Collection entries:
══════

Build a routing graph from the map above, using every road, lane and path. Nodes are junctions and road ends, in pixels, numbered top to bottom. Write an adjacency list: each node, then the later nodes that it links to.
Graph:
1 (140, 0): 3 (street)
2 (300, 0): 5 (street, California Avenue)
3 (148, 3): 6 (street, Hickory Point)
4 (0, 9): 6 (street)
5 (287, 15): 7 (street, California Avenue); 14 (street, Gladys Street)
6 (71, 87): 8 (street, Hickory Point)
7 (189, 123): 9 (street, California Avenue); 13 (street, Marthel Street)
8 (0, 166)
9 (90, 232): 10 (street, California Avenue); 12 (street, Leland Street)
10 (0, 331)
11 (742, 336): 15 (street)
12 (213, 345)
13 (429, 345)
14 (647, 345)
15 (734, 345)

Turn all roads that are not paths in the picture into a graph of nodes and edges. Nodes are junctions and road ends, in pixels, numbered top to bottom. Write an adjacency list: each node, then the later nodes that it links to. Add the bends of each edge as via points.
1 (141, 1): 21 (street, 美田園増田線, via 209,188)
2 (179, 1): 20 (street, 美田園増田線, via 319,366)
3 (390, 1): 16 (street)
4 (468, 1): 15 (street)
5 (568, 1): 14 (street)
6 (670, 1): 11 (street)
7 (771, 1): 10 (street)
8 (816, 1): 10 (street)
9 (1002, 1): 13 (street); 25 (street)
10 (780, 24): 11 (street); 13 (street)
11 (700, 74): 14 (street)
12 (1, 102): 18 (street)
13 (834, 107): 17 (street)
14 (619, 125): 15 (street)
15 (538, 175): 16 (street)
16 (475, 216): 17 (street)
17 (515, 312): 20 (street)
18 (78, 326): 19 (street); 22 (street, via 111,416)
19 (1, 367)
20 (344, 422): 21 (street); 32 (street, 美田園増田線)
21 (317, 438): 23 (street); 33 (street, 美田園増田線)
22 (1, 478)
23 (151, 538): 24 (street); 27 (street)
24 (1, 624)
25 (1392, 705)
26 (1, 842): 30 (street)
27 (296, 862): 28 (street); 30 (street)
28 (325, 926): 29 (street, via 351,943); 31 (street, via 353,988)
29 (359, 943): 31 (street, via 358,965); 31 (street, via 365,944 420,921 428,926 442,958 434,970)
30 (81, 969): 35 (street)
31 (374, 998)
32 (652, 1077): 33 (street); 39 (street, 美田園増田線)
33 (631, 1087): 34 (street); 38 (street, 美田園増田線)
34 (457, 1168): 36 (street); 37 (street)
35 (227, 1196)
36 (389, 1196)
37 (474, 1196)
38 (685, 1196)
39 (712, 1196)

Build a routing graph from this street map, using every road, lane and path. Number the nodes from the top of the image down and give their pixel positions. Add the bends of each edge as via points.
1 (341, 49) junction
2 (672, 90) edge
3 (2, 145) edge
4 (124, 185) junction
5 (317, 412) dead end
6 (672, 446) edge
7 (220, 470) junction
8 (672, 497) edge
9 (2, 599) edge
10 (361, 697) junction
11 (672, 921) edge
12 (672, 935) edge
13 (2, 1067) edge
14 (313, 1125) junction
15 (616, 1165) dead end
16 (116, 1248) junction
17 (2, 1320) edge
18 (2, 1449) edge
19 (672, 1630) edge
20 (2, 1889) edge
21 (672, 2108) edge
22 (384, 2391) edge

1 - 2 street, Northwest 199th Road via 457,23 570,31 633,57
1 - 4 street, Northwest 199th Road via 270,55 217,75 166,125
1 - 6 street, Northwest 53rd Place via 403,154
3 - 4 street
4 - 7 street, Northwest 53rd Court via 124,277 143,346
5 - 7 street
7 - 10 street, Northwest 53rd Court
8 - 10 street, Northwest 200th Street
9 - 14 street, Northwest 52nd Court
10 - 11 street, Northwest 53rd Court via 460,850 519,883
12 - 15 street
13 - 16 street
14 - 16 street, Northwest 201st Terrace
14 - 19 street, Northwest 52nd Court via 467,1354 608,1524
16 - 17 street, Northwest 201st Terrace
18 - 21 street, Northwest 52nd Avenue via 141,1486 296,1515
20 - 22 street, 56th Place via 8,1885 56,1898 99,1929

══════

What you return must be the entries, given again word for word.

→ Problem solution
Build a routing graph from the map above, using every road, lane and path. Nodes are junctions and road ends, in pixels, numbered top to bottom. Write an adjacency list: each node, then the later nodes that it links to.
Graph:
1 (140, 0): 3 (street)
2 (300, 0): 5 (street, California Avenue)
3 (148, 3): 6 (street, Hickory Point)
4 (0, 9): 6 (street)
5 (287, 15): 7 (street, California Avenue); 14 (street, Gladys Street)
6 (71, 87): 8 (street, Hickory Point)
7 (189, 123): 9 (street, California Avenue); 13 (street, Marthel Street)
8 (0, 166)
9 (90, 232): 10 (street, California Avenue); 12 (street, Leland Street)
10 (0, 331)
11 (742, 336): 15 (street)
12 (213, 345)
13 (429, 345)
14 (647, 345)
15 (734, 345)

Turn all roads that are not paths in the picture into a graph of nodes and edges. Nodes are junctions and road ends, in pixels, numbered top to bottom. Write an adjacency list: each node, then the later nodes that it links to. Add the bends of each edge as via points.
1 (141, 1): 21 (street, 美田園増田線, via 209,188)
2 (179, 1): 20 (street, 美田園増田線, via 319,366)
3 (390, 1): 16 (street)
4 (468, 1): 15 (street)
5 (568, 1): 14 (street)
6 (670, 1): 11 (street)
7 (771, 1): 10 (street)
8 (816, 1): 10 (street)
9 (1002, 1): 13 (street); 25 (street)
10 (780, 24): 11 (street); 13 (street)
11 (700, 74): 14 (street)
12 (1, 102): 18 (street)
13 (834, 107): 17 (street)
14 (619, 125): 15 (street)
15 (538, 175): 16 (street)
16 (475, 216): 17 (street)
17 (515, 312): 20 (street)
18 (78, 326): 19 (street); 22 (street, via 111,416)
19 (1, 367)
20 (344, 422): 21 (street); 32 (street, 美田園増田線)
21 (317, 438): 23 (street); 33 (street, 美田園増田線)
22 (1, 478)
23 (151, 538): 24 (street); 27 (street)
24 (1, 624)
25 (1392, 705)
26 (1, 842): 30 (street)
27 (296, 862): 28 (street); 30 (street)
28 (325, 926): 29 (street, via 351,943); 31 (street, via 353,988)
29 (359, 943): 31 (street, via 358,965); 31 (street, via 365,944 420,921 428,926 442,958 434,970)
30 (81, 969): 35 (street)
31 (374, 998)
32 (652, 1077): 33 (street); 39 (street, 美田園増田線)
33 (631, 1087): 34 (street); 38 (street, 美田園増田線)
34 (457, 1168): 36 (street); 37 (street)
35 (227, 1196)
36 (389, 1196)
37 (474, 1196)
38 (685, 1196)
39 (712, 1196)

Build a routing graph from this street map, using every road, lane and path. Number the nodes from the top of the image down and give their pixel positions. Add the bends of each edge as via points.
1 (341, 49) junction
2 (672, 90) edge
3 (2, 145) edge
4 (124, 185) junction
5 (317, 412) dead end
6 (672, 446) edge
7 (220, 470) junction
8 (672, 497) edge
9 (2, 599) edge
10 (361, 697) junction
11 (672, 921) edge
12 (672, 935) edge
13 (2, 1067) edge
14 (313, 1125) junction
15 (616, 1165) dead end
16 (116, 1248) junction
17 (2, 1320) edge
18 (2, 1449) edge
19 (672, 1630) edge
20 (2, 1889) edge
21 (672, 2108) edge
22 (384, 2391) edge

1 - 2 street, Northwest 199th Road via 457,23 570,31 633,57
1 - 4 street, Northwest 199th Road via 270,55 217,75 166,125
1 - 6 street, Northwest 53rd Place via 403,154
3 - 4 street
4 - 7 street, Northwest 53rd Court via 124,277 143,346
5 - 7 street
7 - 10 street, Northwest 53rd Court
8 - 10 street, Northwest 200th Street
9 - 14 street, Northwest 52nd Court
10 - 11 street, Northwest 53rd Court via 460,850 519,883
12 - 15 street
13 - 16 street
14 - 16 street, Northwest 201st Terrace
14 - 19 street, Northwest 52nd Court via 467,1354 608,1524
16 - 17 street, Northwest 201st Terrace
18 - 21 street, Northwest 52nd Avenue via 141,1486 296,1515
20 - 22 street, 56th Place via 8,1885 56,1898 99,1929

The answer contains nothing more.